■ **Work to complete**
Take each line in the entries below that holds "nodes" and show it.

Dataset entries
============================================================

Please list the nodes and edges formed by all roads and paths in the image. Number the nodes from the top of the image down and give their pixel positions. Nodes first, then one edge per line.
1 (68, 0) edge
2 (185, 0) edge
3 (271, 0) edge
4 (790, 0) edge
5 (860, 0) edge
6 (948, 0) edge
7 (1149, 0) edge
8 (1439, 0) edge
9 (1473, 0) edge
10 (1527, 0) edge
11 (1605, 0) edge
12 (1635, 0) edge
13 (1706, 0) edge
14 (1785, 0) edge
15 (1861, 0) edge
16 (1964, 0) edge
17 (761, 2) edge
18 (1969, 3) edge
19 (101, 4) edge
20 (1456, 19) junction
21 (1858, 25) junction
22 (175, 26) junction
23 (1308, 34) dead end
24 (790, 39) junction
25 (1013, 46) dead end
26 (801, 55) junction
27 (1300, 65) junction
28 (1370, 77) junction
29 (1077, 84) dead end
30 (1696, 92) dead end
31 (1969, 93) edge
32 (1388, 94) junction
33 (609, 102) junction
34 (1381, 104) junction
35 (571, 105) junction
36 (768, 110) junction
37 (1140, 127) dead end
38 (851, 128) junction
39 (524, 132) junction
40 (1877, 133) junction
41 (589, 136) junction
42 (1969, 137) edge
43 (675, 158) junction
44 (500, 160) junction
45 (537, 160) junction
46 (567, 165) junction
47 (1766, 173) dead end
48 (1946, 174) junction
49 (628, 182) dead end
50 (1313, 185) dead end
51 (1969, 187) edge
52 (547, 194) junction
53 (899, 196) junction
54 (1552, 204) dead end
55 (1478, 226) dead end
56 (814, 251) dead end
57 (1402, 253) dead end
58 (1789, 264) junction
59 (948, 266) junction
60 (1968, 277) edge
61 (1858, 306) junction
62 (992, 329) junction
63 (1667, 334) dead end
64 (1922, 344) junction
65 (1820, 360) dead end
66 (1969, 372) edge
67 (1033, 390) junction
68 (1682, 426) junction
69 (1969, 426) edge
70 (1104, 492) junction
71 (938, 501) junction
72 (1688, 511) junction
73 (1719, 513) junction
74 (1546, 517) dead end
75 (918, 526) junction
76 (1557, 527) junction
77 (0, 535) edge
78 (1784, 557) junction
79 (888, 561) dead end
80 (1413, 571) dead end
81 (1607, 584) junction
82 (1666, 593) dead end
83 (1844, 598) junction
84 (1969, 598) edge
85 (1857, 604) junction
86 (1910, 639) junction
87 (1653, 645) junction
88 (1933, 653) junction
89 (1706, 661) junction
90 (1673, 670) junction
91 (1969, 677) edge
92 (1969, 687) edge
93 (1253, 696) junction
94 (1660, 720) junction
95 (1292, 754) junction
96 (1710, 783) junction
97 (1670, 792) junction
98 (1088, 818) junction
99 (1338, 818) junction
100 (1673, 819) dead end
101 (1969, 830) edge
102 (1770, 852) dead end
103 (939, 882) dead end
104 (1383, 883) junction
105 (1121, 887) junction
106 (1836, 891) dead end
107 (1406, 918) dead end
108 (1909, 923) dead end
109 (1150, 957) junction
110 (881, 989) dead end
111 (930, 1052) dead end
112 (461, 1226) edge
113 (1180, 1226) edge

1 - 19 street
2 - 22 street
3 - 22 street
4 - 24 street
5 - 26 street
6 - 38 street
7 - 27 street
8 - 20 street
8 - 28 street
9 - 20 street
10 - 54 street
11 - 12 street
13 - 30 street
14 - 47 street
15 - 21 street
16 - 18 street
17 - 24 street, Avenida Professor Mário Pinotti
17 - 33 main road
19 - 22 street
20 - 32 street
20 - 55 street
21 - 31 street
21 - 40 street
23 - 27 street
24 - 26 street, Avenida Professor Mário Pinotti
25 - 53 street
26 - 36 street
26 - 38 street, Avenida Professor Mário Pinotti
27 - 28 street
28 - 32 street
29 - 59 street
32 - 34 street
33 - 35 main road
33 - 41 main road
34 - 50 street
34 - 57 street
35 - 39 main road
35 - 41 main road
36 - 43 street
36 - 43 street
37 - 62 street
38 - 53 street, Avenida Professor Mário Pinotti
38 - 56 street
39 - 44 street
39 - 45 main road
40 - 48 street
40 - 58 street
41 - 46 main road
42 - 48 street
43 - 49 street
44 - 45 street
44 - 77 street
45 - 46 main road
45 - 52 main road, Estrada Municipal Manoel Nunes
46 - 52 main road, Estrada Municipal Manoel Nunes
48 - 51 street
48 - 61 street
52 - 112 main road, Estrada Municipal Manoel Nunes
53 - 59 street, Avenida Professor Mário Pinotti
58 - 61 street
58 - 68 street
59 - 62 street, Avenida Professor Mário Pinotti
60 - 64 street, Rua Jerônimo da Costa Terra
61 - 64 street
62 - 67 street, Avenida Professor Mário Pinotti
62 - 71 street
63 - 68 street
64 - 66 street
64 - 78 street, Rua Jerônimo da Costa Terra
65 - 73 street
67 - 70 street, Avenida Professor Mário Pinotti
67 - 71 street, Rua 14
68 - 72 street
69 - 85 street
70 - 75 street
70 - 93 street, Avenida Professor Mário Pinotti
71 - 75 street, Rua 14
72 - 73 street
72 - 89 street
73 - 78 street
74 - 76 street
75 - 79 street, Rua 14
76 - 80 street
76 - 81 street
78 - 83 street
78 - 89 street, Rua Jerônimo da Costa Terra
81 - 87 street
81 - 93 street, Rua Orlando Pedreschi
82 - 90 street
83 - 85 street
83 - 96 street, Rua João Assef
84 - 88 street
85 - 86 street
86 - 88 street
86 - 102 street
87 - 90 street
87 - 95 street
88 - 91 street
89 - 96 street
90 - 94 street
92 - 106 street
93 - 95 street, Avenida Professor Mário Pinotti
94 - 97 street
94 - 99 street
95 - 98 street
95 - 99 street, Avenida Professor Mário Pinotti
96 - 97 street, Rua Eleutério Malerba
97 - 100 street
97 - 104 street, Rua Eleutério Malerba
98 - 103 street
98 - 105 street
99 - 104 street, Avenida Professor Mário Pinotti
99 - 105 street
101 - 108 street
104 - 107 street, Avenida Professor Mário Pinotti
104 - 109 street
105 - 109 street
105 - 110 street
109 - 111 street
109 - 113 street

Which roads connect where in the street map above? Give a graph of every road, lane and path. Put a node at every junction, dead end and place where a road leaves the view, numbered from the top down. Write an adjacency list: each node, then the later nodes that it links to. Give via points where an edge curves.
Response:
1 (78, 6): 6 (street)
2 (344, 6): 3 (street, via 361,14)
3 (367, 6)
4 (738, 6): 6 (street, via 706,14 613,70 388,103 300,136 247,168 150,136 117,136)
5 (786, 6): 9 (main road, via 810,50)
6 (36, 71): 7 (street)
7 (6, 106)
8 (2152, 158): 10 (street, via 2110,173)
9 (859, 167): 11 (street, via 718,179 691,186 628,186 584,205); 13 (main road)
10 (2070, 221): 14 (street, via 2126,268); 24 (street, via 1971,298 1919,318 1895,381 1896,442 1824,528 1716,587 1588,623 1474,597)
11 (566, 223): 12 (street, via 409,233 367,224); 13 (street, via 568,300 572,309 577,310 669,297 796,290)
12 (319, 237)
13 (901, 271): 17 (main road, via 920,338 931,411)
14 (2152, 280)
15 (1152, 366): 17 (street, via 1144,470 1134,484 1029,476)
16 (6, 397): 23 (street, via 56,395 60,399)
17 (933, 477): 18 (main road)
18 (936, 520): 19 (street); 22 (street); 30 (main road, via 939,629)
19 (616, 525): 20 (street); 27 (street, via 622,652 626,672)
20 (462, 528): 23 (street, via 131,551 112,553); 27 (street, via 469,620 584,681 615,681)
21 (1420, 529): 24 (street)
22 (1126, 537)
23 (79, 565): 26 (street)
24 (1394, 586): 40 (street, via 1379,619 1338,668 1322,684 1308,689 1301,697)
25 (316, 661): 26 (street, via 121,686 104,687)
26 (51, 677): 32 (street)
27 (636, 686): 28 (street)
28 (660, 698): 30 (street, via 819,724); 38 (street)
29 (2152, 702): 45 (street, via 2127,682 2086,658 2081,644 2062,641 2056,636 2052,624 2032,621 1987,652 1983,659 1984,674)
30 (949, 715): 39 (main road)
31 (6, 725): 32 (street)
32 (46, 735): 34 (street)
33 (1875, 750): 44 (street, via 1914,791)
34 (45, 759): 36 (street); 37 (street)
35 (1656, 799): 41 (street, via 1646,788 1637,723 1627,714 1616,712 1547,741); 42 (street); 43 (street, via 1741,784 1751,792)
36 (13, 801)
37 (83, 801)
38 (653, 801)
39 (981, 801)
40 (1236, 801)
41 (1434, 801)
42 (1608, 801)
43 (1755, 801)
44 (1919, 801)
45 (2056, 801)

============================================================

■ **Output of the exercise**
Please list the nodes and edges formed by all roads and paths in the image. Number the nodes from the top of the image down and give their pixel positions. Nodes first, then one edge per line.
Which roads connect where in the street map above? Give a graph of every road, lane and path. Put a node at every junction, dead end and place where a road leaves the view, numbered from the top down. Write an adjacency list: each node, then the later nodes that it links to. Give via points where an edge curves.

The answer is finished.